-- DATA FOR ANALYSIS follows --

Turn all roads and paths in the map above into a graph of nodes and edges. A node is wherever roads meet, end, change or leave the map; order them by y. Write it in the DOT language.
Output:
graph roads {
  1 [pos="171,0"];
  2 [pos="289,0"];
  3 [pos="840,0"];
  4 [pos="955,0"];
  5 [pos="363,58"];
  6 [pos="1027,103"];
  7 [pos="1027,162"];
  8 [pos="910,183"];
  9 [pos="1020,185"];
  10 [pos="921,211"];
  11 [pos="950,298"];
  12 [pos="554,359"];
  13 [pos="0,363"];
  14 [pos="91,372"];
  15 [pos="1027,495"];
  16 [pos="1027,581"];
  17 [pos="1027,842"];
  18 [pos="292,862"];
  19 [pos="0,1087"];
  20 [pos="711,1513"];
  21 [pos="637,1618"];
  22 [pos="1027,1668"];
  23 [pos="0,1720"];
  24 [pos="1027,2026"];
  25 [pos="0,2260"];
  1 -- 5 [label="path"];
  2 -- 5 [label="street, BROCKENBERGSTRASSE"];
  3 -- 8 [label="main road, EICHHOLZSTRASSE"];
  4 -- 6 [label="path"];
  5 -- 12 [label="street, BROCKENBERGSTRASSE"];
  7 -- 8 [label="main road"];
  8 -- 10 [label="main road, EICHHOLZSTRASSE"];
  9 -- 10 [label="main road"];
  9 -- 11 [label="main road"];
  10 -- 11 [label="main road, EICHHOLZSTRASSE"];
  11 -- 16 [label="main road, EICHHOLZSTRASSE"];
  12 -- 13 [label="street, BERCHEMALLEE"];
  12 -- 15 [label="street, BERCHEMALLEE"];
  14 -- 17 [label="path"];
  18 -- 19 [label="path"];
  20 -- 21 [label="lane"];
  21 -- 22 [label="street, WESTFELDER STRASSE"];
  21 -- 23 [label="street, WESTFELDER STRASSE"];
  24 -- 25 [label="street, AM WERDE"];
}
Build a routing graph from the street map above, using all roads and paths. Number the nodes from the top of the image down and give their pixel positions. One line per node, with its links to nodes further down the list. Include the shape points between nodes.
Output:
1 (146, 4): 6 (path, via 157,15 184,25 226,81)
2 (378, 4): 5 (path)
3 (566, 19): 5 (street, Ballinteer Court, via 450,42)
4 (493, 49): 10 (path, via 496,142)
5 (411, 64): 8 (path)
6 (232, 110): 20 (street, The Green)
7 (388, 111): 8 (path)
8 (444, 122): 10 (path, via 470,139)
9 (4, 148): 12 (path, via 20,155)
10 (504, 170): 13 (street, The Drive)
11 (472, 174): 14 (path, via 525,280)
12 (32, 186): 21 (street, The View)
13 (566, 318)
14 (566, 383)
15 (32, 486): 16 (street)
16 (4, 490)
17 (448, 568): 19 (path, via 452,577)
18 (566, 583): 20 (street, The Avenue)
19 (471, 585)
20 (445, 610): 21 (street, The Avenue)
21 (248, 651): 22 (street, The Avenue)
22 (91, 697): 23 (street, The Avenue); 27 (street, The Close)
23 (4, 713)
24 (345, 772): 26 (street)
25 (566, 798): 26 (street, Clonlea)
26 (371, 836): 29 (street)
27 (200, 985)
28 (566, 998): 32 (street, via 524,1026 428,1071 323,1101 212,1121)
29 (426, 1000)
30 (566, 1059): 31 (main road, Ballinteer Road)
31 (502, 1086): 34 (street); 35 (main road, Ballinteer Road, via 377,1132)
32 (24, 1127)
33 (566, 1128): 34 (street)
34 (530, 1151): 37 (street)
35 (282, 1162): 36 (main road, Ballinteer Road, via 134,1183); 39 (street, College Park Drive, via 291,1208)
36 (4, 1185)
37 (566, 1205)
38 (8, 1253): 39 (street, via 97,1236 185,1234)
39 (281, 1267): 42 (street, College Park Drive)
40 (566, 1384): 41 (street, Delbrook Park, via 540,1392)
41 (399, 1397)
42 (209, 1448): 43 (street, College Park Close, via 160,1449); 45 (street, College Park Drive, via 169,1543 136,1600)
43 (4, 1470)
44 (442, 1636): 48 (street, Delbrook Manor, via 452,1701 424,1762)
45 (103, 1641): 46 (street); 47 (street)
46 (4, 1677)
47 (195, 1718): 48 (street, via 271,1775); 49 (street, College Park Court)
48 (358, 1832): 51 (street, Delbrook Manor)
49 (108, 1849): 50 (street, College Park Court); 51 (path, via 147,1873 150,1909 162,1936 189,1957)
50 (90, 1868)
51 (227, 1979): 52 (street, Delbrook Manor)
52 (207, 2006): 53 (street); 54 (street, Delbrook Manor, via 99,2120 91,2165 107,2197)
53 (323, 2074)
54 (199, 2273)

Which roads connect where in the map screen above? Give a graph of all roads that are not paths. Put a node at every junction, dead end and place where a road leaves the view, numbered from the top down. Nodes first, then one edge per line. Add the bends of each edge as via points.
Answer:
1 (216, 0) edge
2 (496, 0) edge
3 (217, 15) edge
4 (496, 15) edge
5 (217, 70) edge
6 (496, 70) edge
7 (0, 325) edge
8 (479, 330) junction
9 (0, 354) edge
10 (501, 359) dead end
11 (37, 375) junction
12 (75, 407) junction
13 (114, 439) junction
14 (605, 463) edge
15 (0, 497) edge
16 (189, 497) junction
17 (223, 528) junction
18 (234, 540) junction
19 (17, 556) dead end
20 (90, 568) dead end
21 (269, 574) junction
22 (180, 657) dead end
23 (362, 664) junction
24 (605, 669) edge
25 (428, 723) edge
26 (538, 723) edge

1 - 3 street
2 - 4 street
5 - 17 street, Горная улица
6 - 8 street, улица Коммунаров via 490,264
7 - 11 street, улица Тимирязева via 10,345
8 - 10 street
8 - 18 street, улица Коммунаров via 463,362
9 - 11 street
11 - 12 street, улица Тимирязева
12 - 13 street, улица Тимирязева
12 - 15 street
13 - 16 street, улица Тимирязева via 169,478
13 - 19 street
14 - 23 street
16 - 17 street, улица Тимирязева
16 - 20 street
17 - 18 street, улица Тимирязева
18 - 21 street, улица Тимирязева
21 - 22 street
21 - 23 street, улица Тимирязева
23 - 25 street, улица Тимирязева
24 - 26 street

-- DATA FOR ANALYSIS concluded --

▶ **WORK TASK**
Write the entries above out again, unchanged and complete.

▶ **OUTPUT FOR THIS TASK**
Turn all roads and paths in the map above into a graph of nodes and edges. A node is wherever roads meet, end, change or leave the map; order them by y. Write it in the DOT language.
Output:
graph roads {
  1 [pos="171,0"];
  2 [pos="289,0"];
  3 [pos="840,0"];
  4 [pos="955,0"];
  5 [pos="363,58"];
  6 [pos="1027,103"];
  7 [pos="1027,162"];
  8 [pos="910,183"];
  9 [pos="1020,185"];
  10 [pos="921,211"];
  11 [pos="950,298"];
  12 [pos="554,359"];
  13 [pos="0,363"];
  14 [pos="91,372"];
  15 [pos="1027,495"];
  16 [pos="1027,581"];
  17 [pos="1027,842"];
  18 [pos="292,862"];
  19 [pos="0,1087"];
  20 [pos="711,1513"];
  21 [pos="637,1618"];
  22 [pos="1027,1668"];
  23 [pos="0,1720"];
  24 [pos="1027,2026"];
  25 [pos="0,2260"];
  1 -- 5 [label="path"];
  2 -- 5 [label="street, BROCKENBERGSTRASSE"];
  3 -- 8 [label="main road, EICHHOLZSTRASSE"];
  4 -- 6 [label="path"];
  5 -- 12 [label="street, BROCKENBERGSTRASSE"];
  7 -- 8 [label="main road"];
  8 -- 10 [label="main road, EICHHOLZSTRASSE"];
  9 -- 10 [label="main road"];
  9 -- 11 [label="main road"];
  10 -- 11 [label="main road, EICHHOLZSTRASSE"];
  11 -- 16 [label="main road, EICHHOLZSTRASSE"];
  12 -- 13 [label="street, BERCHEMALLEE"];
  12 -- 15 [label="street, BERCHEMALLEE"];
  14 -- 17 [label="path"];
  18 -- 19 [label="path"];
  20 -- 21 [label="lane"];
  21 -- 22 [label="street, WESTFELDER STRASSE"];
  21 -- 23 [label="street, WESTFELDER STRASSE"];
  24 -- 25 [label="street, AM WERDE"];
}
Build a routing graph from the street map above, using all roads and paths. Number the nodes from the top of the image down and give their pixel positions. One line per node, with its links to nodes further down the list. Include the shape points between nodes.
Output:
1 (146, 4): 6 (path, via 157,15 184,25 226,81)
2 (378, 4): 5 (path)
3 (566, 19): 5 (street, Ballinteer Court, via 450,42)
4 (493, 49): 10 (path, via 496,142)
5 (411, 64): 8 (path)
6 (232, 110): 20 (street, The Green)
7 (388, 111): 8 (path)
8 (444, 122): 10 (path, via 470,139)
9 (4, 148): 12 (path, via 20,155)
10 (504, 170): 13 (street, The Drive)
11 (472, 174): 14 (path, via 525,280)
12 (32, 186): 21 (street, The View)
13 (566, 318)
14 (566, 383)
15 (32, 486): 16 (street)
16 (4, 490)
17 (448, 568): 19 (path, via 452,577)
18 (566, 583): 20 (street, The Avenue)
19 (471, 585)
20 (445, 610): 21 (street, The Avenue)
21 (248, 651): 22 (street, The Avenue)
22 (91, 697): 23 (street, The Avenue); 27 (street, The Close)
23 (4, 713)
24 (345, 772): 26 (street)
25 (566, 798): 26 (street, Clonlea)
26 (371, 836): 29 (street)
27 (200, 985)
28 (566, 998): 32 (street, via 524,1026 428,1071 323,1101 212,1121)
29 (426, 1000)
30 (566, 1059): 31 (main road, Ballinteer Road)
31 (502, 1086): 34 (street); 35 (main road, Ballinteer Road, via 377,1132)
32 (24, 1127)
33 (566, 1128): 34 (street)
34 (530, 1151): 37 (street)
35 (282, 1162): 36 (main road, Ballinteer Road, via 134,1183); 39 (street, College Park Drive, via 291,1208)
36 (4, 1185)
37 (566, 1205)
38 (8, 1253): 39 (street, via 97,1236 185,1234)
39 (281, 1267): 42 (street, College Park Drive)
40 (566, 1384): 41 (street, Delbrook Park, via 540,1392)
41 (399, 1397)
42 (209, 1448): 43 (street, College Park Close, via 160,1449); 45 (street, College Park Drive, via 169,1543 136,1600)
43 (4, 1470)
44 (442, 1636): 48 (street, Delbrook Manor, via 452,1701 424,1762)
45 (103, 1641): 46 (street); 47 (street)
46 (4, 1677)
47 (195, 1718): 48 (street, via 271,1775); 49 (street, College Park Court)
48 (358, 1832): 51 (street, Delbrook Manor)
49 (108, 1849): 50 (street, College Park Court); 51 (path, via 147,1873 150,1909 162,1936 189,1957)
50 (90, 1868)
51 (227, 1979): 52 (street, Delbrook Manor)
52 (207, 2006): 53 (street); 54 (street, Delbrook Manor, via 99,2120 91,2165 107,2197)
53 (323, 2074)
54 (199, 2273)

Which roads connect where in the map screen above? Give a graph of all roads that are not paths. Put a node at every junction, dead end and place where a road leaves the view, numbered from the top down. Nodes first, then one edge per line. Add the bends of each edge as via points.
Answer:
1 (216, 0) edge
2 (496, 0) edge
3 (217, 15) edge
4 (496, 15) edge
5 (217, 70) edge
6 (496, 70) edge
7 (0, 325) edge
8 (479, 330) junction
9 (0, 354) edge
10 (501, 359) dead end
11 (37, 375) junction
12 (75, 407) junction
13 (114, 439) junction
14 (605, 463) edge
15 (0, 497) edge
16 (189, 497) junction
17 (223, 528) junction
18 (234, 540) junction
19 (17, 556) dead end
20 (90, 568) dead end
21 (269, 574) junction
22 (180, 657) dead end
23 (362, 664) junction
24 (605, 669) edge
25 (428, 723) edge
26 (538, 723) edge

1 - 3 street
2 - 4 street
5 - 17 street, Горная улица
6 - 8 street, улица Коммунаров via 490,264
7 - 11 street, улица Тимирязева via 10,345
8 - 10 street
8 - 18 street, улица Коммунаров via 463,362
9 - 11 street
11 - 12 street, улица Тимирязева
12 - 13 street, улица Тимирязева
12 - 15 street
13 - 16 street, улица Тимирязева via 169,478
13 - 19 street
14 - 23 street
16 - 17 street, улица Тимирязева
16 - 20 street
17 - 18 street, улица Тимирязева
18 - 21 street, улица Тимирязева
21 - 22 street
21 - 23 street, улица Тимирязева
23 - 25 street, улица Тимирязева
24 - 26 street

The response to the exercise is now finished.